Match made in heaven carry off economics award
Two "matchmakers" whose work has found practical applications in pairing pupils with schools and organs with transplant patients, yesterday won the Nobel Prize for economics.
US economists Al Roth and Lloyd Shapley claimed the Skr8m (£748,000) award from the Royal Swedish Academy of Sciences for the "theory of stable allocations and the practice of market design".
Mr Shapley – one of the oldest winners of the prize, at 89 – is among the leading lights in a field of economics including John Nash, the schizophrenic genius who himself won the Nobel Prize in 1994 and was portrayed by Russell Crowe in the film A Beautiful Mind.
He first published his work on the topic 50 years ago in a groundbreaking article with fellow economist David Gale, who died in 2008. The pair used game theory – the science of strategic decision making – to study and compare various matching methods, working out how to make sure the matches were acceptable to all counterparts.
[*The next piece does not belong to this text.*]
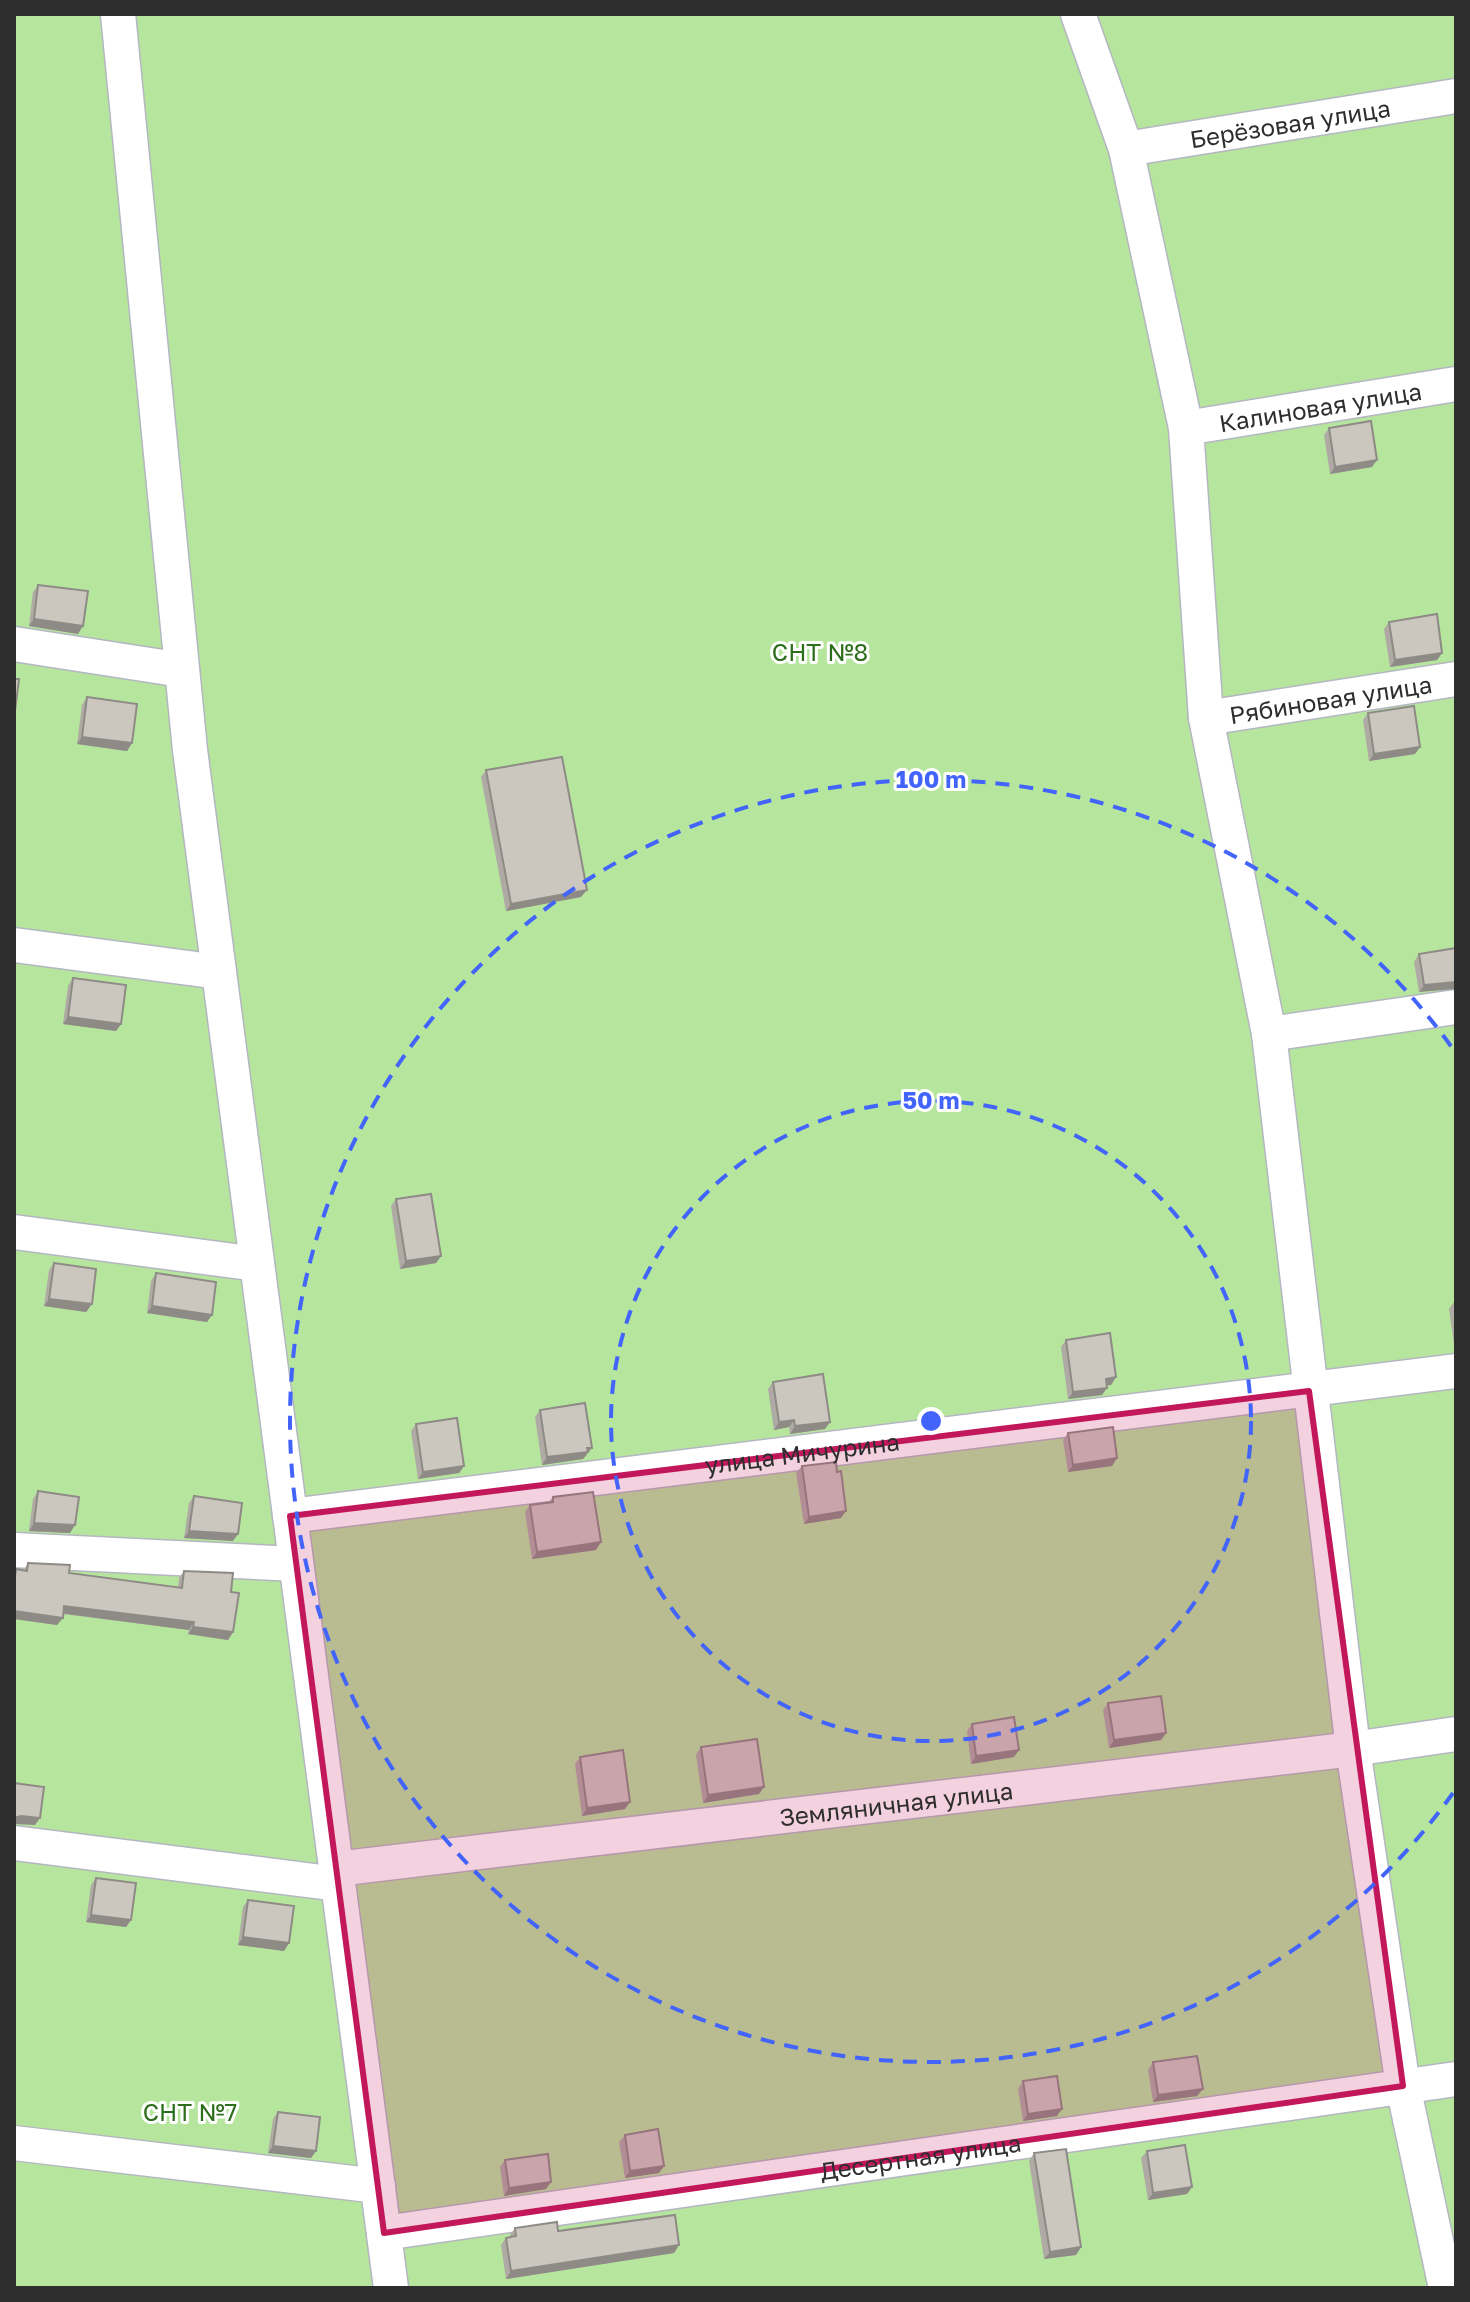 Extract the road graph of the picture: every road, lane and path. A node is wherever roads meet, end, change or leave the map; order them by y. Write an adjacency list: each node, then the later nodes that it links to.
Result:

In the 1962 article, "College Admissions and the Stability of Marriage", Messrs Shapley and Gale presented a simple model where men and women – or students and colleges – expressed preferences for individuals in the other set to whom they might be matched.
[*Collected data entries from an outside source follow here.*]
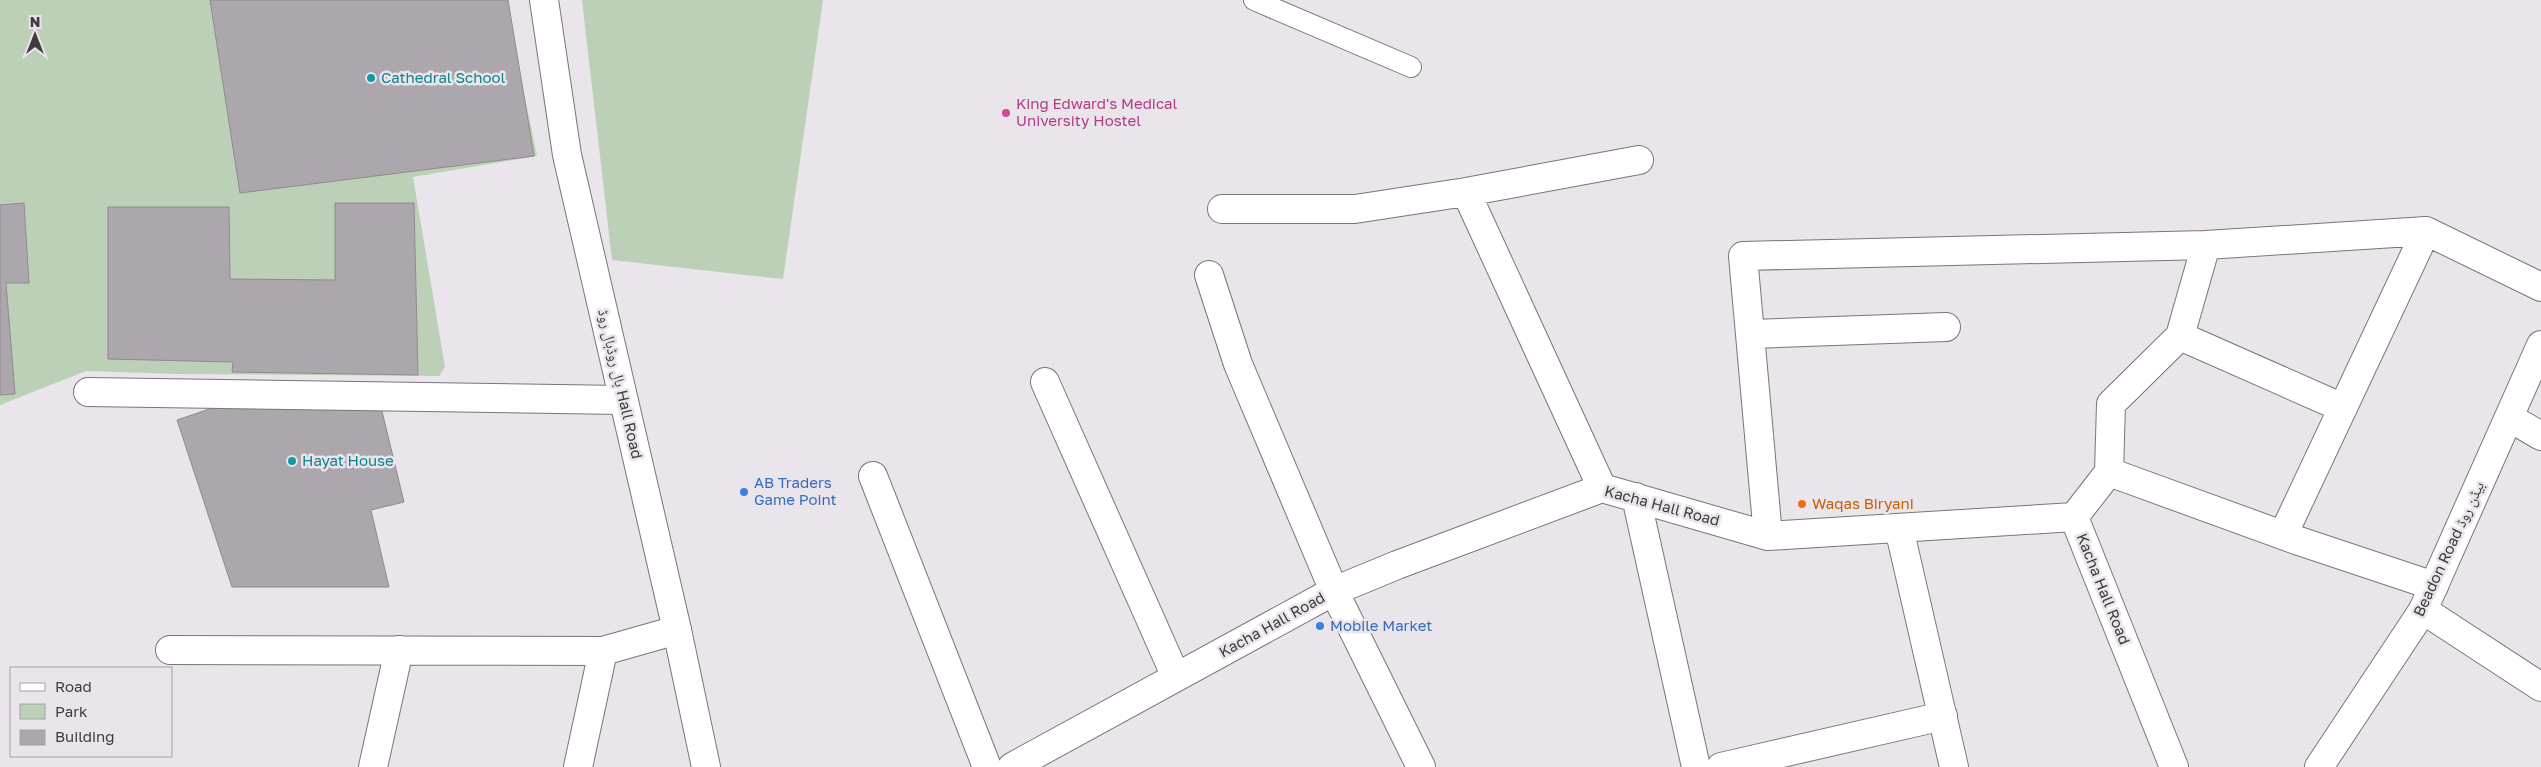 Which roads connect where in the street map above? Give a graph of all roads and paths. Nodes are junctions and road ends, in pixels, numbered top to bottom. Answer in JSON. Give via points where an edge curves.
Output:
{"nodes":[{"id":1,"x":544,"y":0,"type":"edge"},
{"id":2,"x":1254,"y":0,"type":"edge"},
{"id":3,"x":1411,"y":67,"type":"dead end"},
{"id":4,"x":1639,"y":160,"type":"dead end"},
{"id":5,"x":1466,"y":192,"type":"junction"},
{"id":6,"x":1222,"y":209,"type":"dead end"},
{"id":7,"x":2426,"y":231,"type":"junction"},
{"id":8,"x":2206,"y":245,"type":"junction"},
{"id":9,"x":1209,"y":275,"type":"dead end"},
{"id":10,"x":2541,"y":287,"type":"edge"},
{"id":11,"x":1946,"y":327,"type":"dead end"},
{"id":12,"x":1752,"y":334,"type":"junction"},
{"id":13,"x":2180,"y":336,"type":"junction"},
{"id":14,"x":2541,"y":345,"type":"edge"},
{"id":15,"x":1045,"y":382,"type":"dead end"},
{"id":16,"x":88,"y":392,"type":"dead end"},
{"id":17,"x":623,"y":400,"type":"junction"},
{"id":18,"x":2343,"y":408,"type":"junction"},
{"id":19,"x":2510,"y":418,"type":"junction"},
{"id":20,"x":2541,"y":436,"type":"edge"},
{"id":21,"x":2109,"y":472,"type":"junction"},
{"id":22,"x":873,"y":476,"type":"dead end"},
{"id":23,"x":1602,"y":488,"type":"junction"},
{"id":24,"x":1636,"y":498,"type":"junction"},
{"id":25,"x":2074,"y":517,"type":"junction"},
{"id":26,"x":1899,"y":528,"type":"junction"},
{"id":27,"x":2283,"y":535,"type":"junction"},
{"id":28,"x":1768,"y":536,"type":"junction"},
{"id":29,"x":1334,"y":591,"type":"junction"},
{"id":30,"x":2428,"y":598,"type":"junction"},
{"id":31,"x":678,"y":630,"type":"junction"},
{"id":32,"x":170,"y":650,"type":"dead end"},
{"id":33,"x":399,"y":650,"type":"junction"},
{"id":34,"x":603,"y":651,"type":"junction"},
{"id":35,"x":1176,"y":677,"type":"junction"},
{"id":36,"x":2541,"y":687,"type":"edge"},
{"id":37,"x":1943,"y":716,"type":"junction"},
{"id":38,"x":373,"y":767,"type":"edge"},
{"id":39,"x":578,"y":767,"type":"edge"},
{"id":40,"x":706,"y":767,"type":"edge"},
{"id":41,"x":987,"y":767,"type":"edge"},
{"id":42,"x":1012,"y":767,"type":"edge"},
{"id":43,"x":1420,"y":767,"type":"edge"},
{"id":44,"x":1696,"y":767,"type":"edge"},
{"id":45,"x":1721,"y":767,"type":"edge"},
{"id":46,"x":1954,"y":767,"type":"edge"},
{"id":47,"x":2174,"y":767,"type":"edge"},
{"id":48,"x":2319,"y":767,"type":"edge"}],
"edges":[{"from":1,"to":17,"type":"street","name":"ہال روڈہال روڈ Hall Road","via":[[566,155]]},
{"from":2,"to":3,"type":"lane"},
{"from":4,"to":5,"type":"street"},
{"from":5,"to":6,"type":"street","via":[[1355,209]]},
{"from":5,"to":23,"type":"street"},
{"from":7,"to":8,"type":"street"},
{"from":7,"to":10,"type":"street"},
{"from":7,"to":18,"type":"street"},
{"from":8,"to":12,"type":"street","via":[[1743,256]]},
{"from":8,"to":13,"type":"street"},
{"from":9,"to":29,"type":"street","via":[[1238,364]]},
{"from":11,"to":12,"type":"street"},
{"from":12,"to":28,"type":"street"},
{"from":13,"to":18,"type":"street"},
{"from":13,"to":21,"type":"street","via":[[2110,404]]},
{"from":14,"to":19,"type":"street","name":"Beadon Road بیڈن روڈ"},
{"from":15,"to":35,"type":"street"},
{"from":16,"to":17,"type":"street"},
{"from":17,"to":31,"type":"street","name":"ہال روڈہال روڈ Hall Road"},
{"from":18,"to":27,"type":"street"},
{"from":19,"to":20,"type":"street"},
{"from":19,"to":30,"type":"street","name":"Beadon Road بیڈن روڈ"},
{"from":21,"to":25,"type":"street"},
{"from":21,"to":27,"type":"street"},
{"from":22,"to":41,"type":"street"},
{"from":23,"to":24,"type":"street","name":"Kacha Hall Road"},
{"from":23,"to":29,"type":"street","name":"Kacha Hall Road"},
{"from":24,"to":28,"type":"street","name":"Kacha Hall Road"},
{"from":24,"to":44,"type":"street"},
{"from":25,"to":26,"type":"street","name":"Kacha Hall Road"},
{"from":25,"to":47,"type":"street","name":"Kacha Hall Road"},
{"from":26,"to":28,"type":"street","name":"Kacha Hall Road"},
{"from":26,"to":37,"type":"street"},
{"from":27,"to":30,"type":"street"},
{"from":29,"to":35,"type":"street","name":"Kacha Hall Road"},
{"from":29,"to":43,"type":"street"},
{"from":30,"to":36,"type":"street"},
{"from":30,"to":48,"type":"street","name":"Beadon Road بیڈن روڈ"},
{"from":31,"to":34,"type":"street"},
{"from":31,"to":40,"type":"street","name":"ہال روڈہال روڈ Hall Road"},
{"from":32,"to":33,"type":"street"},
{"from":33,"to":34,"type":"street"},
{"from":33,"to":38,"type":"street"},
{"from":34,"to":39,"type":"street"},
{"from":35,"to":42,"type":"street","name":"Kacha Hall Road"},
{"from":37,"to":45,"type":"street"},
{"from":37,"to":46,"type":"street"}]}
The work was followed up by Mr Roth and helped to redesign existing institutions so that new doctors could be matched with hospitals, students with schools or patients with organ donors. The awarding committee called it "an outstanding example of economic engineering".
He described his work as studying "courtship", saying: "Matching… is about how you get all the things that you can't just choose but you also have to be chosen – so getting into university, getting married, getting jobs. You can't just have what you want; you also have to do some courtship, and there is courtship on both sides."
The prize, officially the Sveriges Riksbank Prize in Economic Sciences in Memory of Alfred Nobel, is not one of the awards set out in Nobel's 1895 will.